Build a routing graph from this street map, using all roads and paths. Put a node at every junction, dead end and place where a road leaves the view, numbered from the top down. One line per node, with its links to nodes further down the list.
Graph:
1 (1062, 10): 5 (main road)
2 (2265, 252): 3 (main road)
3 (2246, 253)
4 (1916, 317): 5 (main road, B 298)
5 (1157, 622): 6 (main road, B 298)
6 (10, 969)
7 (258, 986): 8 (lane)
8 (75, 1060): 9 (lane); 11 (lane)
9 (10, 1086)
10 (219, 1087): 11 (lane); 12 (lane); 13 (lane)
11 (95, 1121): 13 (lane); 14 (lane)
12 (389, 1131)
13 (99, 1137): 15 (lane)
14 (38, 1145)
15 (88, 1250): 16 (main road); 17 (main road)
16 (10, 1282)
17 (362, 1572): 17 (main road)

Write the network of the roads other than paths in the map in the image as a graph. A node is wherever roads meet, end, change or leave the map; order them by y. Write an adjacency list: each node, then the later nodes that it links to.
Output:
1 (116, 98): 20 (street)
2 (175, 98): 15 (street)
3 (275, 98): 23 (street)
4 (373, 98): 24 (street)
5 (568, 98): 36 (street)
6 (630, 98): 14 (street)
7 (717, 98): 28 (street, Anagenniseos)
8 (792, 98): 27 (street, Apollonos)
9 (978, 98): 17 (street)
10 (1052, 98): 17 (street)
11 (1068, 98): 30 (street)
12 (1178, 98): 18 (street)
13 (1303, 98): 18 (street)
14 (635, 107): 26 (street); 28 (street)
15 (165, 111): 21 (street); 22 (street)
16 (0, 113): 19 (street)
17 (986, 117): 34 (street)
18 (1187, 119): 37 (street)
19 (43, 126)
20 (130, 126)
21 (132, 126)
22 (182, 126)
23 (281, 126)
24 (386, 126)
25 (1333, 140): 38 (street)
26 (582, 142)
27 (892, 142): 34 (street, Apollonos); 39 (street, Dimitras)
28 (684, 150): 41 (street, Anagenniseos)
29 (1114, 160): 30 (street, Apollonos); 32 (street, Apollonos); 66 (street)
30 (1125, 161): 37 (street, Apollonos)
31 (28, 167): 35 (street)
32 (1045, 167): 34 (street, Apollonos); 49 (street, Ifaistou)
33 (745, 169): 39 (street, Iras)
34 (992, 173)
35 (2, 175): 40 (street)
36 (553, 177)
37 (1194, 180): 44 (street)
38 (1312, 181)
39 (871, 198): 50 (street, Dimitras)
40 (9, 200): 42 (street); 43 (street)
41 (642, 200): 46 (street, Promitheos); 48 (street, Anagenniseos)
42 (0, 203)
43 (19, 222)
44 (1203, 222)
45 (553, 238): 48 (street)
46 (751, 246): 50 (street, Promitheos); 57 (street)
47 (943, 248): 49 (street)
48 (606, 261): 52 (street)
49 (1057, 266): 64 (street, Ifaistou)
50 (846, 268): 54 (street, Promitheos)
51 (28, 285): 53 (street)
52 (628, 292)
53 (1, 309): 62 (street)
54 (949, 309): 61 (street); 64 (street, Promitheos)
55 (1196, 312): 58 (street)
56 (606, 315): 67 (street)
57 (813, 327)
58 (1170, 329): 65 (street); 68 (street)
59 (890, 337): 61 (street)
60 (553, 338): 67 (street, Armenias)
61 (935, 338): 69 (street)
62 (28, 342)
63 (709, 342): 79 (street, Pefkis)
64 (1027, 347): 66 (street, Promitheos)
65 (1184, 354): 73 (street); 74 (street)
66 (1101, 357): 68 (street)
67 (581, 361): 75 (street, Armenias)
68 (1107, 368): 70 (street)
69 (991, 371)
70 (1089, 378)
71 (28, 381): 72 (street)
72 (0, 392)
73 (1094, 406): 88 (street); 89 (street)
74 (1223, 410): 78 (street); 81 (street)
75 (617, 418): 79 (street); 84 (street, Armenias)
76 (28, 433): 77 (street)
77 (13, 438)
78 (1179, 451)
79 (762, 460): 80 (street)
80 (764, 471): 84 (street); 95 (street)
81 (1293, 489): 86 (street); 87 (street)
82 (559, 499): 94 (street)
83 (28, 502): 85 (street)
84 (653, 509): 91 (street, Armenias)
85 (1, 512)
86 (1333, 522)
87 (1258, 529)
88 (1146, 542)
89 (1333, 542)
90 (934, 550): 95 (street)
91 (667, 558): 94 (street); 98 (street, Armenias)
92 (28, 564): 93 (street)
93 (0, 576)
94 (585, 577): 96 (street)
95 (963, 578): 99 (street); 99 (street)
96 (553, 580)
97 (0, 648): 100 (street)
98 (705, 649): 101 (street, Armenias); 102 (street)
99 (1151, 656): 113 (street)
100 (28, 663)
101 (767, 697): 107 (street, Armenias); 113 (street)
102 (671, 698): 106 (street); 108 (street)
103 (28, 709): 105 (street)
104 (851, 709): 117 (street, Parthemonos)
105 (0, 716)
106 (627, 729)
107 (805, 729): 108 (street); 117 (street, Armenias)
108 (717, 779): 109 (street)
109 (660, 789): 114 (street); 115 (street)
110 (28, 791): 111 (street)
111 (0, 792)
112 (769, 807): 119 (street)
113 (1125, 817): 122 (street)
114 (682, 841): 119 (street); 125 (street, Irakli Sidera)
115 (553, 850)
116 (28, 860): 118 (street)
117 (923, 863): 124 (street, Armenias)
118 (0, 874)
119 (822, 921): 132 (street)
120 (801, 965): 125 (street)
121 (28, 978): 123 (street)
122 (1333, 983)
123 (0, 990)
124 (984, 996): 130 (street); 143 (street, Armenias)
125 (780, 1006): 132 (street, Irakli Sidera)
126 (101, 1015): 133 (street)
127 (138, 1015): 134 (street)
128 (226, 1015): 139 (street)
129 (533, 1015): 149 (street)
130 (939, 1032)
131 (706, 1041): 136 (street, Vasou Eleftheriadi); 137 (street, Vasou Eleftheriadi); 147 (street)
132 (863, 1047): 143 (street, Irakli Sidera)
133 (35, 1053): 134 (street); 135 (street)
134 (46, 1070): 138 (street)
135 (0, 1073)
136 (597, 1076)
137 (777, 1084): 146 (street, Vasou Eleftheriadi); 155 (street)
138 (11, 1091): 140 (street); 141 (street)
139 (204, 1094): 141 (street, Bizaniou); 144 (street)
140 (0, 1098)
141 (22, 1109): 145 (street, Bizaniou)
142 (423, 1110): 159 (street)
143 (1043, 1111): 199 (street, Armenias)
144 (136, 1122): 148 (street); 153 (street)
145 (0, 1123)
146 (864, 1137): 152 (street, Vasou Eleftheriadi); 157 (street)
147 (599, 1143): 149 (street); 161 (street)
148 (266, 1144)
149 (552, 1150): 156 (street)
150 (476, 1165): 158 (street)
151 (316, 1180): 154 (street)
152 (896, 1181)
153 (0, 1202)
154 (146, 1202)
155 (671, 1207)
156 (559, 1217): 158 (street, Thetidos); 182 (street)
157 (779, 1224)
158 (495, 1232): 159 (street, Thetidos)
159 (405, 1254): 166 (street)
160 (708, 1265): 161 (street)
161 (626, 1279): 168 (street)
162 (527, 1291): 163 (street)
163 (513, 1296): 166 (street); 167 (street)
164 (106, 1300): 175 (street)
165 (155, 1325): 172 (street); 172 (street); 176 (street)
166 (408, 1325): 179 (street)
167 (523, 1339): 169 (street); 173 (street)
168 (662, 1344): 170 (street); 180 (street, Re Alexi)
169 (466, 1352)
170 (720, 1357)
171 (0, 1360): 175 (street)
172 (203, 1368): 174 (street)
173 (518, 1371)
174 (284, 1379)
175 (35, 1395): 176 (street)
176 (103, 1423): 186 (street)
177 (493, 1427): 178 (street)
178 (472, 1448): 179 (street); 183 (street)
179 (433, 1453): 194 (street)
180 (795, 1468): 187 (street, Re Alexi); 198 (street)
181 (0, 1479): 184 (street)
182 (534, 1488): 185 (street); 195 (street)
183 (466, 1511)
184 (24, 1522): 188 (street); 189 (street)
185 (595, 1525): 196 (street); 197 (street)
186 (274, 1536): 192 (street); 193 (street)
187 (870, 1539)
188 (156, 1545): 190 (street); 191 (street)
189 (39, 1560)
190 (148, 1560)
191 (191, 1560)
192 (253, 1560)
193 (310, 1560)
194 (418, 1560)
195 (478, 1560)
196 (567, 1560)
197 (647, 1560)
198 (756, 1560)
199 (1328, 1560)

> What is needed
Copy every line of the listing that contains the word "Dimitras".

> Task result
27 (892, 142): 34 (street, Apollonos); 39 (street, Dimitras)
39 (871, 198): 50 (street, Dimitras)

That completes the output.